— Ну и правильно, и не надо. Будет время — поймете. Это я разболтался, а вам спать пора.
— Все, что вы говорите, можно счесть законченным бредом, — сказал Громов. — Мне вообще интересно было бы спросить хоть одного честного священника: есть у него абсолютное доказательство бытия Божия, которое нельзя было бы списать на личный мистический опыт, непознаваемое, неописуемое, неназываемое и прочую демагогию?
— Нету, — развел руками отец Николай. — Это и есть основное доказательство. Если б оно было, у нас был бы не Бог, а воинский начальник. Я хочу, чтоб было, а его нет. Тяга к нему так настоятельна, так неизбывна, что обязательно что-то угадывается. Там такое большое пустое место, что очистить его кто-то мог только сознательно, дабы оставить пространство для домысла и нормальной жизни. Вы и сами понимаете…
— Тогда все — трусость, — подытожил Громов.
— Ясное дело, ясное дело. Трусость и глупость, а вы один хороший и правильный, только не ценит никто. Если б кто-то ценил, подвиг был бы уже не подвиг. Это и есть религиозное чувство в казарменном варианте, но лучше такое, чем никакого. Понимаете, все до того просто, что я себя всякий раз неловко чувствую, растолковывая. Ваши воинские священники вечно пытаются вам объяснить христианство как отказ от человечности, — знаете, вся эта сверхчеловечность, как бы Ницше… Вот у вас, положим, сверхсекретная миссия. Не возражайте, знаю, на лбу написано, — настоятель усмехнулся с ласковой снисходительностью. — Но сверхсекретность — это же не значит рассекречивание и рассказывание каждому встречному, что вы идете остановить мужчину с девушкой? Нет, это означает глубочайшее возмущение при виде любой попытки прикоснуться к вашей тайне.
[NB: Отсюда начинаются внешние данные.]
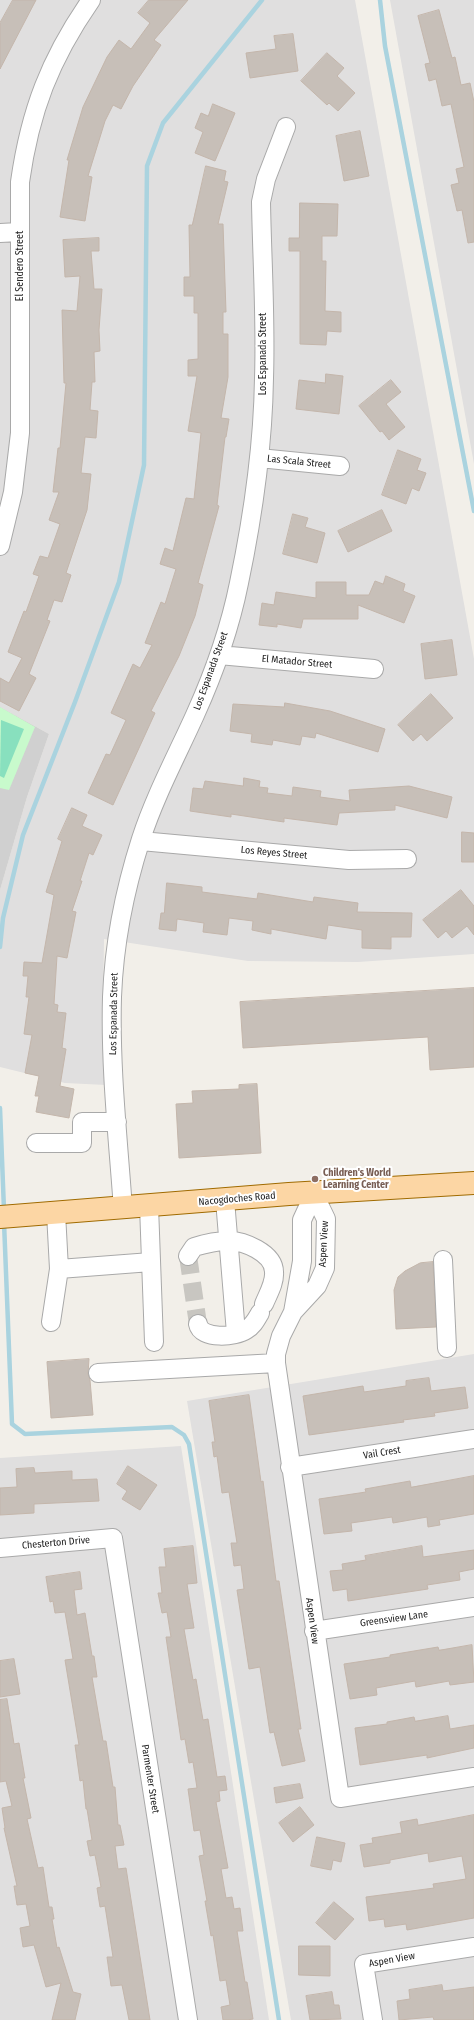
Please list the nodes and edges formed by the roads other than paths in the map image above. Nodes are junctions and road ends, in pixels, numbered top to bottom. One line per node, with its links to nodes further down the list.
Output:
1 (91, 0): 3 (street, El Sendero Street)
2 (286, 127): 5 (street, Los Espanada Street)
3 (19, 232): 4 (street); 7 (street, El Sendero Street)
4 (0, 233)
5 (259, 458): 6 (street, Las Scala Street); 8 (street, Los Espanada Street)
6 (340, 466)
7 (0, 546)
8 (219, 655): 9 (street, El Matador Street); 10 (street, Los Espanada Street)
9 (374, 669)
10 (141, 840): 11 (street, Los Reyes Street); 12 (street, Los Espanada Street)
11 (407, 859)
12 (117, 1122): 13 (street); 18 (street, Los Espanada Street)
13 (36, 1143)
14 (474, 1183): 15 (main road, Nacogdoches Road)
15 (314, 1194): 16 (main road, Nacogdoches Road); 26 (street, Aspen View); 26 (street, Aspen View)
16 (225, 1200): 17 (main road, Nacogdoches Road); 21 (street)
17 (149, 1206): 18 (main road, Nacogdoches Road); 24 (street)
18 (123, 1208): 19 (main road, Nacogdoches Road)
19 (49, 1213): 20 (main road, Nacogdoches Road); 25 (street)
20 (0, 1217)
21 (228, 1240): 22 (street); 27 (street); 27 (street)
22 (188, 1256)
23 (443, 1260): 31 (street)
24 (151, 1262): 25 (street); 30 (street)
25 (59, 1269): 28 (street)
26 (293, 1312): 32 (street, Aspen View)
27 (254, 1315): 29 (street)
28 (51, 1322)
29 (198, 1324)
30 (154, 1342)
31 (447, 1348)
32 (276, 1364): 33 (street); 35 (street, Aspen View)
33 (98, 1373)
34 (474, 1439): 35 (street, Vail Crest)
35 (290, 1467): 39 (street, Aspen View)
36 (113, 1538): 37 (street, Chesterton Drive); 42 (street, Parmenter Street)
37 (0, 1548)
38 (474, 1607): 39 (street, Greensview Lane)
39 (314, 1630): 40 (street, Aspen View)
40 (474, 1777)
41 (474, 1947): 43 (street, Aspen View)
42 (188, 2020)
43 (373, 2020)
Так и сверхчеловечность — просто особая человечность, доведенная почти до абсурда путем ее бесконечного усиления. А вовсе не бесчеловечность в северном варианте — долг, долг, марш, марш, тьфу, тьфу… Знаете, почему среди христиан мало хороших проповедников? Потому что скучно объяснять очевидные вещи. Спите, дорогие друзья, вы устали, а я еще почитаю.
Настоятель по очереди перекрестил Громова и Воронова и удалился к себе, прихватив керосиновую лампу и какой-то из журналов с полки.
4
4
Ночью Громов проснулся — он часто в последнее время просыпался от грустных и тяжелых снов — и вышел на улицу курить. Окно у настоятеля все еще светилось, и Громова это обрадовало: ему хотелось даже, чтобы настоятель вышел к нему поговорить. Ночью броня наша уязвимее, она не сразу успевает нарасти, и в первые минуты после пробуждения хочется ласкового слова; в России всегда заставляют вставать рано, бежать быстро, в громовской учебке в свое время не давали даже оправиться перед утренним бегом на три километра — делается это затем, чтобы человек не успел понежиться в сонном тепле и обеспечить себе спокойный переход к дневным трудам: сейчас, когда на нем нет коры, когда он открыт всем влияниям и только глаза открыл, — надо вкачать в него лошадиную дозу дневной жестокости и бесприютности, чтобы с этим чувством он и прожил день. Ночной человек уязвим, и только по ночам Громову продолжали сниться стихи и девушки из его прошлой жизни, а иногда родители; он сразу старался гасить эти мысли, и все-таки ему хотелось, чтобы настоятель вышел к нему. И настоятель вышел — потому что в монастыре все желания исполнялись мгновенно.